1. Introduction
The development of driving assistance systems holds the possibility of reducing accidents, reducing environmental emissions, and easing the stress associated with driving
[1][2][3][4]. Several levels of automation have been proposed, based on their technology capacities and human interaction
[5][6]. The most widely known levels can be broken down into six groups
[7]. Beginning with Level 0 (Driver-Only Level), the complete control of the vehicle, including steering, braking, accelerating, and decelerating, is completely under the control of the driver
[8]. As the level increases from Level 1 to Level 3, the user interaction is reduced and the level of automation is increased
[8]. In contrast to earlier levels of autonomous driving, Level 4 (High Driving Automation) and Level 5 (Full Driving Automation) attain fully autonomous driving, where the vehicle can be operated without the need for any driving experience or even a driving licence
[9]. The difference between Level 4 and Level 5 is that autonomous vehicles categorized in Level 5 can drive entirely automatically in all driving domains and require no human input or interaction. Thus, Level 5 prototypes remove the steering wheel and the pedals; hence, the role of the driver is diminished to that of a mere passenger
[10]. Consequently, there is a constraint on any vehicle equipped with a driving assistance system in order to evolve into a practical reality. This vehicle must be equipped with a perception system that enables high levels of awareness and intelligence necessary to deal with stressful real-world situations, make wise choices, and always act in a manner that is secure and accountable
[5][11][12].
The perception system of autonomous cars performs a variety of tasks. The ultimate purpose of these tasks is to fully understand the vehicle’s immediate surroundings with low latency so that the vehicle can make decisions or interact with the real world. Object detection, tracking, and driving area analysis are examples of such activities. 3D object properties detection is a significant area of study in the autonomous vehicles perception system
[13]. Current 3D object detection techniques can be primarily classified into Lidar-based or vision-based techniques
[14]. Lidar-based 3D object detection techniques are accurate and efficient but expensive, which limits their use in industry
[15]. On the other hand, vision-based techniques
[16] can also be categorized into two distinct groups: monocular and binocular vision. Vision-based perception systems are widely used due to their low cost and rich features (critical semantic elements within the image that carry valuable information and are used to understand and process the visual data). The most significant downside of monocular vision is that it cannot determine depth directly from image information, which may cause errors in 3D pose estimation in monocular object detection. The cost of binocular vision is higher than that of monocular vision, although it can provide more accurate depth information than monocular vision. Moreover, binocular vision yields a narrower visual field range, which cannot meet the requirements of certain operating conditions
[17].
For the case of monocular vision systems, the camera projects a 3D point (defined in the 3D world’s coordinate frame of the object) into the 2D image coordinate frame. This is a forward mathematical operation, which removes the projected object’s depth information. Thus, the inverse projection of the point from the 2D image coordinate frame back into the 3D world’s coordinate frame of the object is not a trivial mathematical task
[18].
2. 3D Object Detection Methods
The various methods employed for 3D object detection can be classified into two distinct categories: conventional techniques or deep learning techniques. This section provides a comprehensive summary of the present 3D object detection methodologies as summarized in
Figure 1. The 3D-data-based techniques in both categories achieve superior detection results over 2D-data-based techniques. However, they come with additional cost related to the sensor setup, as mentioned earlier. On the other hand, 2D-data-based techniques are cost efficient, which comes with sacrificing the depth estimation accuracy
[15][17].
Figure 1. 3D object detection methodologies.

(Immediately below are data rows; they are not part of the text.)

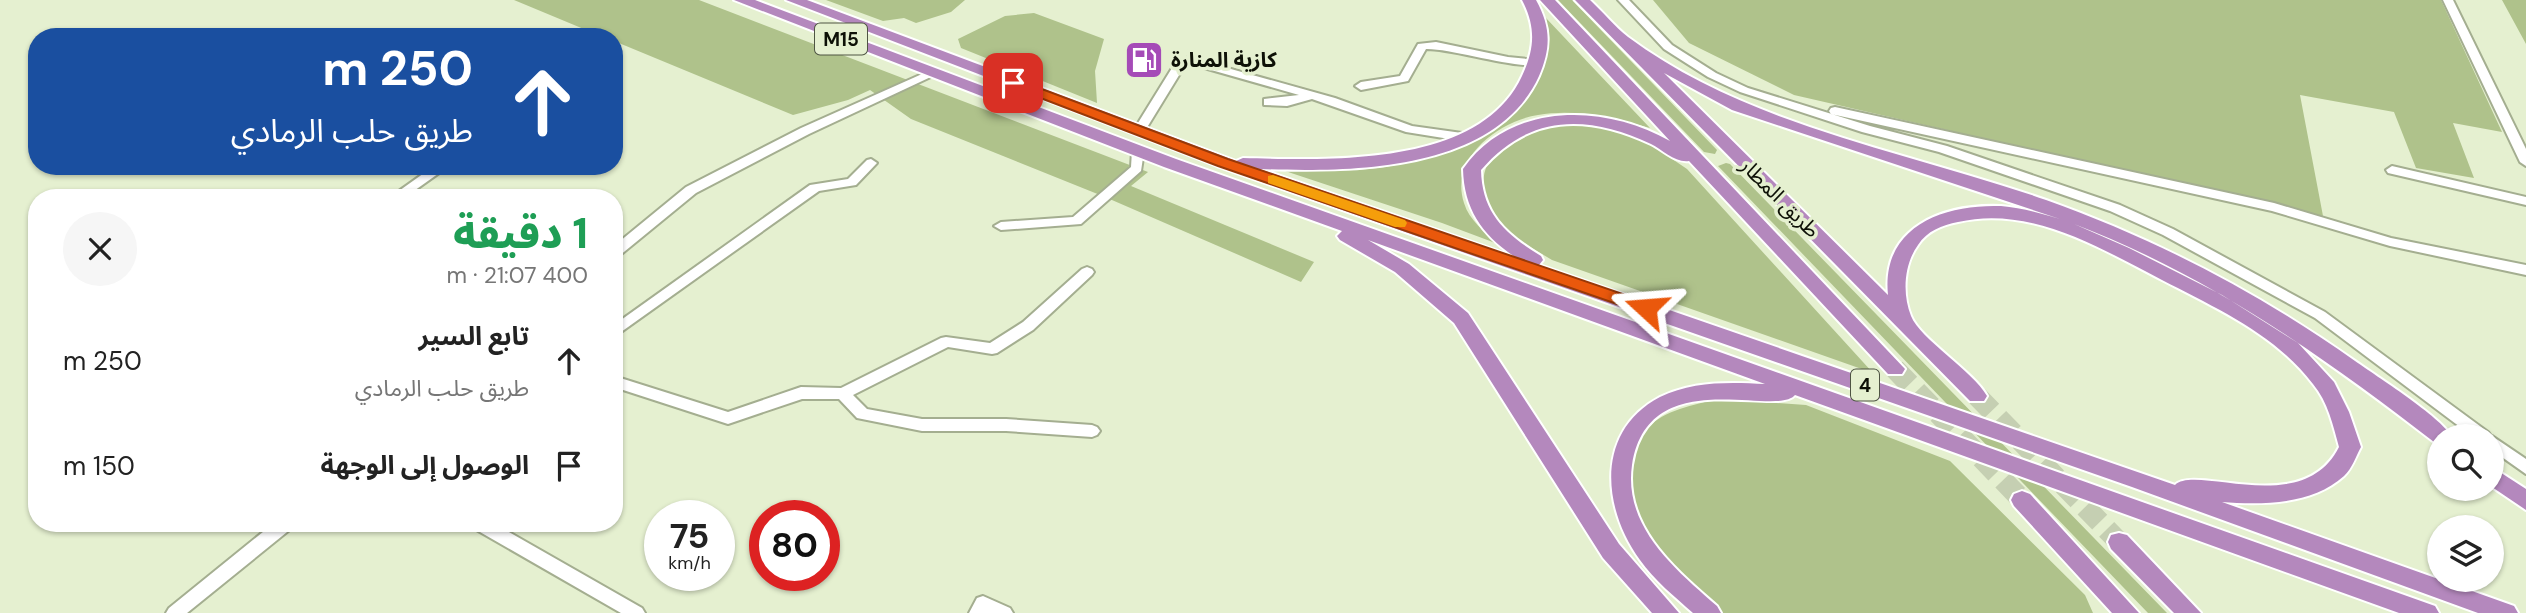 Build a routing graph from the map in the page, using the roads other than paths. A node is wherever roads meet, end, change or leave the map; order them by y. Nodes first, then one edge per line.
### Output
1 (741, 0) edge
2 (793, 0) edge
3 (1529, 0) edge
4 (1547, 0) edge
5 (1582, 0) edge
6 (1623, 0) edge
7 (2448, 0) edge
8 (1619, 38) junction
9 (1536, 63) junction
10 (936, 75) junction
11 (1712, 75) junction
12 (1362, 86) dead end
13 (1712, 94) junction
14 (1311, 96) junction
15 (1268, 102) dead end
16 (1801, 109) junction
17 (1139, 131) junction
18 (1462, 137) junction
19 (1139, 151) junction
20 (1737, 155) junction
21 (1700, 162) junction
22 (2526, 162) edge
23 (871, 163) dead end
24 (1170, 163) junction
25 (1223, 163) junction
26 (2392, 170) dead end
27 (430, 175) edge
28 (1718, 180) junction
29 (408, 189) edge
30 (2526, 201) edge
31 (1001, 226) dead end
32 (623, 246) edge
33 (2526, 270) edge
34 (1087, 272) dead end
35 (1568, 281) junction
36 (1902, 319) junction
37 (623, 326) edge
38 (1895, 369) tunnel mouth
39 (623, 384) edge
40 (843, 394) junction
41 (1811, 394) junction
42 (1977, 396) tunnel mouth
43 (2467, 424) edge
44 (2427, 426) edge
45 (1092, 431) dead end
46 (2504, 451) edge
47 (2526, 468) edge
48 (2140, 481) junction
49 (2504, 484) edge
50 (2022, 500) tunnel mouth
51 (2526, 501) edge
52 (275, 532) edge
53 (495, 532) edge
54 (2119, 541) tunnel mouth
55 (2109, 602) edge
56 (176, 613) edge
57 (636, 613) edge
58 (978, 613) edge
59 (1003, 613) edge
60 (1667, 613) edge
61 (1709, 613) edge
62 (2127, 613) edge
63 (2189, 613) edge
64 (2427, 613) edge
65 (2506, 613) edge

1 - 10 highway, M15
2 - 17 highway, M15
3 - 9 highway
4 - 21 highway, طريق المطار
5 - 8 highway, طريق المطار
6 - 11 street
7 - 22 street
8 - 13 highway
8 - 20 highway, طريق المطار
9 - 12 street
9 - 18 highway
10 - 19 highway, 4
10 - 32 street
11 - 13 street
11 - 16 street
13 - 44 highway
14 - 15 street
14 - 17 street
14 - 18 street
16 - 33 street
16 - 43 street
17 - 25 highway, M15
18 - 25 highway
19 - 24 highway, 4
19 - 31 street
20 - 21 highway
20 - 36 highway, طريق المطار
21 - 28 highway, طريق المطار
23 - 37 street
24 - 41 highway, 4
24 - 60 highway
25 - 35 highway, 4
26 - 30 street
27 - 29 street
28 - 35 highway
28 - 38 highway, طريق المطار
34 - 40 street
35 - 48 highway, 4
36 - 42 highway, طريق المطار
36 - 48 highway
39 - 40 street
40 - 45 street
41 - 61 highway
41 - 64 highway, 4
46 - 47 street
48 - 65 highway, 4
49 - 51 highway
50 - 55 highway
52 - 56 street
53 - 57 street
54 - 63 highway
55 - 62 highway
58 - 59 street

2.1. Conventional Techniques
Conventional techniques depend heavily on a prior knowledge of the object appearance to retrieve the essential suite of object features using hand-crafted feature descriptors, followed by the formation of a database by appropriately attributing features with the 3D models
[19][20][21]. In order to provide quick detection results, the model database is organized and searched using effective indexing algorithms such as hierarchical RANSAC search, and voting is performed by using ranked criteria
[22]. Other approaches depend on different hashing techniques like geometric hashing
[19] and elastic hash table
[23]. The conventional techniques can be categorized according to the input information into 3D-data-based techniques and 2D-data-based techniques
[24].
2.1.1. 3D-Data-Based Techniques
With the advancement of sensor technology, more devices capable of capturing 3D environmental data, such as depth cameras and 3D scanners
[25][26], are developed. When compared to 2D-data techniques, 3D-data techniques retain the object’s genuine physical characteristics, which make them a superior choice to quantify the 6D pose
[27]. The two primary categories of conventional 3D-data-based approaches are as follows.
Local-Descriptor-Based Approaches: These depend on the local descriptor and utilize an offline global descriptor applied to the model. This global descriptor needs to be rotation and translation invariant. Then, the local descriptor is subsequently generated online and matched with the global descriptor. Super Key 4-Points Congruent Sets (SK-4PCS)
[28] can be paired with invariant local properties of 3D shapes to optimize the quantity of data handled. The iterative Closest Point (ICP)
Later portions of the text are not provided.